→ **Exercise instructions**: An unchanged copy of all the lines below is expected, and it should contain no pictures.

→ **Data records**:
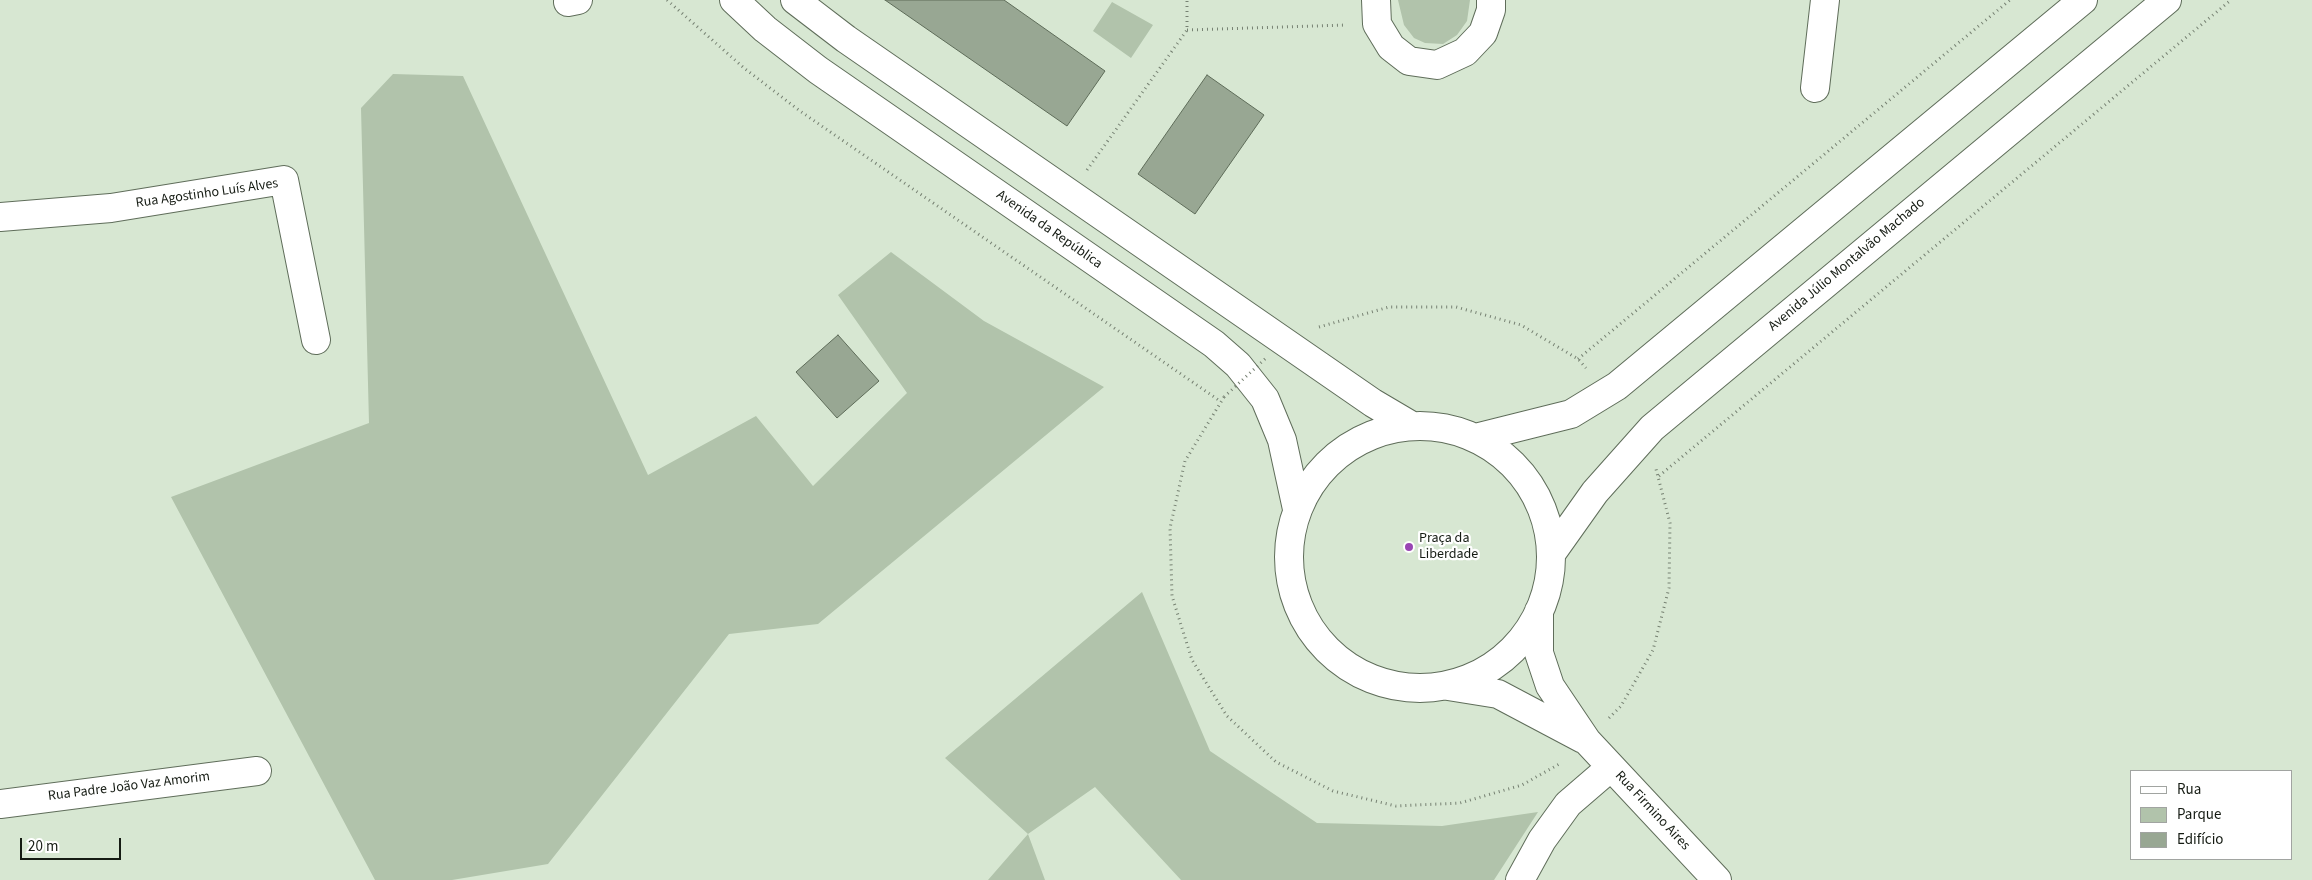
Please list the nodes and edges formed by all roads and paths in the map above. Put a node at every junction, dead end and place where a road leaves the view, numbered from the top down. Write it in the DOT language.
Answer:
graph roads {
  1 [pos="569,0"];
  2 [pos="578,0"];
  3 [pos="667,0"];
  4 [pos="734,0"];
  5 [pos="795,0"];
  6 [pos="1187,0"];
  7 [pos="1491,0"];
  8 [pos="1825,0"];
  9 [pos="2010,0"];
  10 [pos="2082,0"];
  11 [pos="2167,0"];
  12 [pos="2231,0"];
  13 [pos="1377,12"];
  14 [pos="1188,30"];
  15 [pos="1815,88"];
  16 [pos="1070,193"];
  17 [pos="0,217"];
  18 [pos="316,340"];
  19 [pos="1266,358"];
  20 [pos="1578,359"];
  21 [pos="1220,401"];
  22 [pos="1412,426"];
  23 [pos="1475,438"];
  24 [pos="1659,476"];
  25 [pos="1297,509"];
  26 [pos="1551,554"];
  27 [pos="1539,611"];
  28 [pos="1447,686"];
  29 [pos="1621,706"];
  30 [pos="1587,741"];
  31 [pos="1611,766"];
  32 [pos="258,771"];
  33 [pos="0,804"];
  34 [pos="1520,880"];
  35 [pos="1717,880"];
  1 -- 2 [label="street"];
  3 -- 21 [label="path"];
  4 -- 25 [label="street, Avenida da República"];
  5 -- 16 [label="street"];
  6 -- 14 [label="path"];
  7 -- 13 [label="street"];
  8 -- 15 [label="street"];
  9 -- 20 [label="path"];
  10 -- 23 [label="street"];
  11 -- 26 [label="street, Avenida Júlio Montalvão Machado"];
  12 -- 24 [label="path"];
  13 -- 14 [label="path"];
  14 -- 16 [label="path"];
  16 -- 22 [label="street"];
  17 -- 18 [label="street, Rua Agostinho Luís Alves"];
  19 -- 21 [label="path, bridge"];
  21 -- 30 [label="path"];
  22 -- 23 [label="street"];
  22 -- 25 [label="street"];
  23 -- 26 [label="street"];
  25 -- 28 [label="street"];
  26 -- 27 [label="street"];
  27 -- 28 [label="street"];
  27 -- 30 [label="street"];
  28 -- 30 [label="street"];
  29 -- 30 [label="path"];
  30 -- 31 [label="street, Rua Firmino Aires"];
  31 -- 34 [label="street"];
  31 -- 35 [label="street, Rua Firmino Aires"];
  32 -- 33 [label="street, Rua Padre João Vaz Amorim"];
}
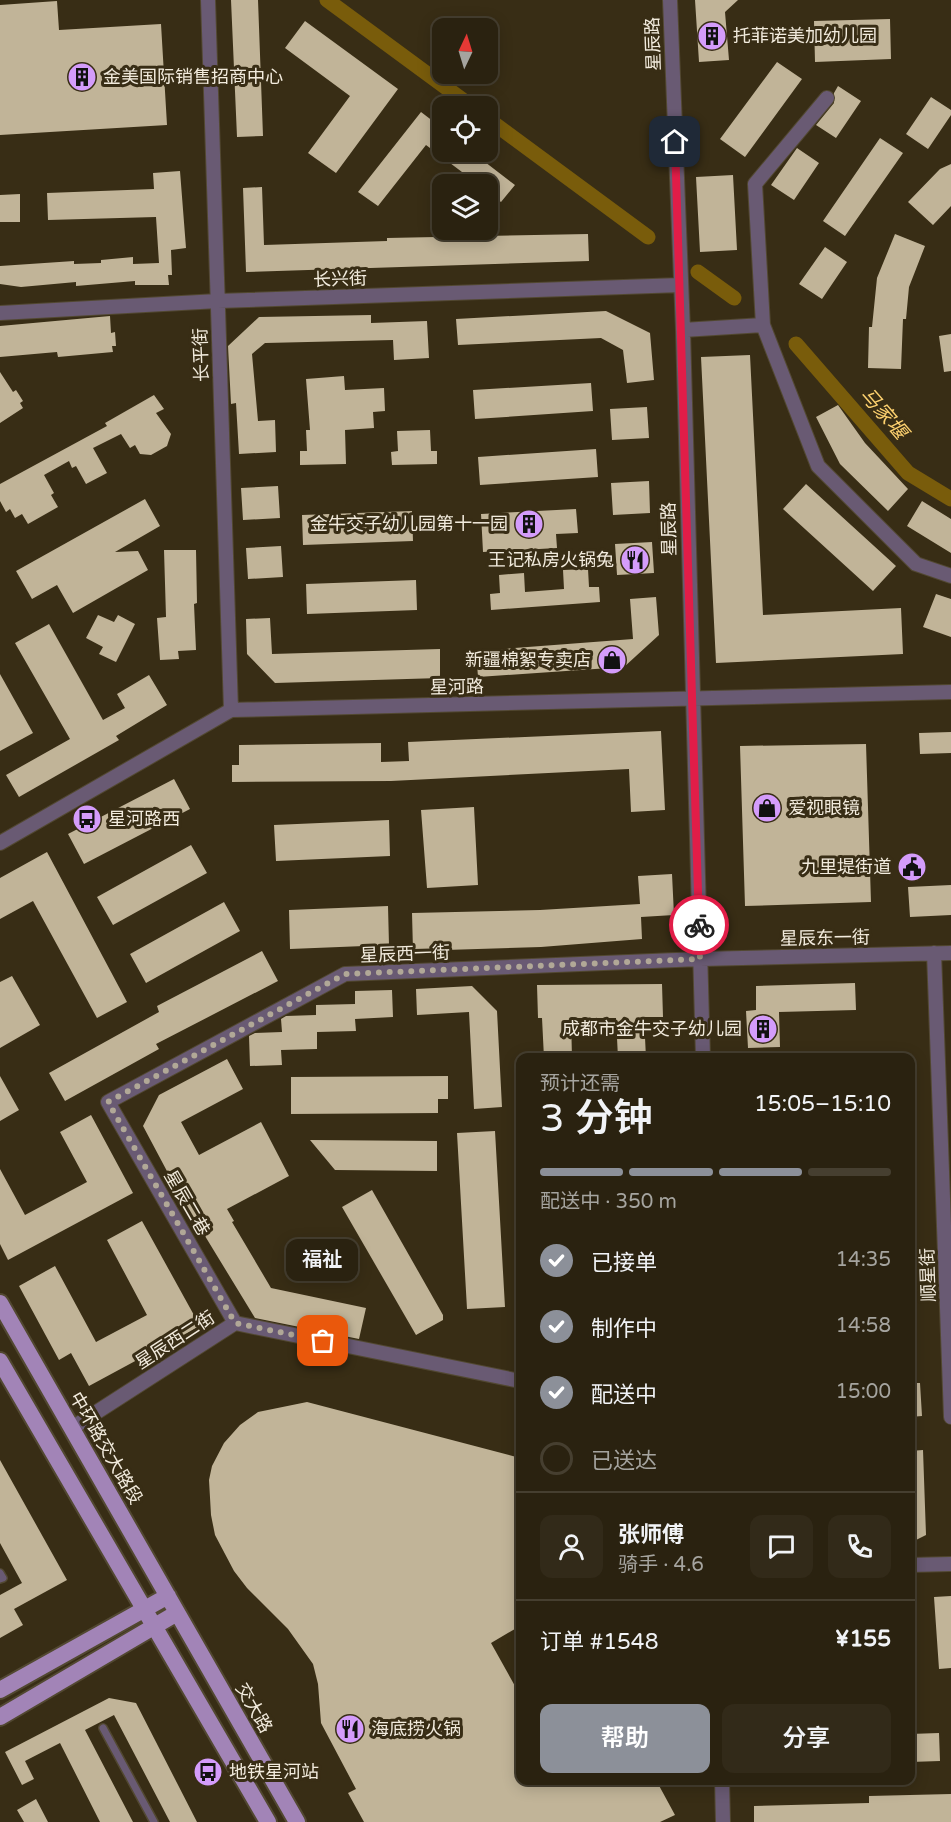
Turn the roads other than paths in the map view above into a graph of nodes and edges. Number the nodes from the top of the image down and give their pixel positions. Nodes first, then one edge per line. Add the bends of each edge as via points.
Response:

→ **Exercise response**:
Please list the nodes and edges formed by all roads and paths in the map above. Put a node at every junction, dead end and place where a road leaves the view, numbered from the top down. Write it in the DOT language.
Answer:
graph roads {
  1 [pos="569,0"];
  2 [pos="578,0"];
  3 [pos="667,0"];
  4 [pos="734,0"];
  5 [pos="795,0"];
  6 [pos="1187,0"];
  7 [pos="1491,0"];
  8 [pos="1825,0"];
  9 [pos="2010,0"];
  10 [pos="2082,0"];
  11 [pos="2167,0"];
  12 [pos="2231,0"];
  13 [pos="1377,12"];
  14 [pos="1188,30"];
  15 [pos="1815,88"];
  16 [pos="1070,193"];
  17 [pos="0,217"];
  18 [pos="316,340"];
  19 [pos="1266,358"];
  20 [pos="1578,359"];
  21 [pos="1220,401"];
  22 [pos="1412,426"];
  23 [pos="1475,438"];
  24 [pos="1659,476"];
  25 [pos="1297,509"];
  26 [pos="1551,554"];
  27 [pos="1539,611"];
  28 [pos="1447,686"];
  29 [pos="1621,706"];
  30 [pos="1587,741"];
  31 [pos="1611,766"];
  32 [pos="258,771"];
  33 [pos="0,804"];
  34 [pos="1520,880"];
  35 [pos="1717,880"];
  1 -- 2 [label="street"];
  3 -- 21 [label="path"];
  4 -- 25 [label="street, Avenida da República"];
  5 -- 16 [label="street"];
  6 -- 14 [label="path"];
  7 -- 13 [label="street"];
  8 -- 15 [label="street"];
  9 -- 20 [label="path"];
  10 -- 23 [label="street"];
  11 -- 26 [label="street, Avenida Júlio Montalvão Machado"];
  12 -- 24 [label="path"];
  13 -- 14 [label="path"];
  14 -- 16 [label="path"];
  16 -- 22 [label="street"];
  17 -- 18 [label="street, Rua Agostinho Luís Alves"];
  19 -- 21 [label="path, bridge"];
  21 -- 30 [label="path"];
  22 -- 23 [label="street"];
  22 -- 25 [label="street"];
  23 -- 26 [label="street"];
  25 -- 28 [label="street"];
  26 -- 27 [label="street"];
  27 -- 28 [label="street"];
  27 -- 30 [label="street"];
  28 -- 30 [label="street"];
  29 -- 30 [label="path"];
  30 -- 31 [label="street, Rua Firmino Aires"];
  31 -- 34 [label="street"];
  31 -- 35 [label="street, Rua Firmino Aires"];
  32 -- 33 [label="street, Rua Padre João Vaz Amorim"];
}
Turn the roads other than paths in the map view above into a graph of nodes and edges. Number the nodes from the top of the image down and give their pixel positions. Nodes first, then one edge per line. Add the bends of each edge as via points.
Response:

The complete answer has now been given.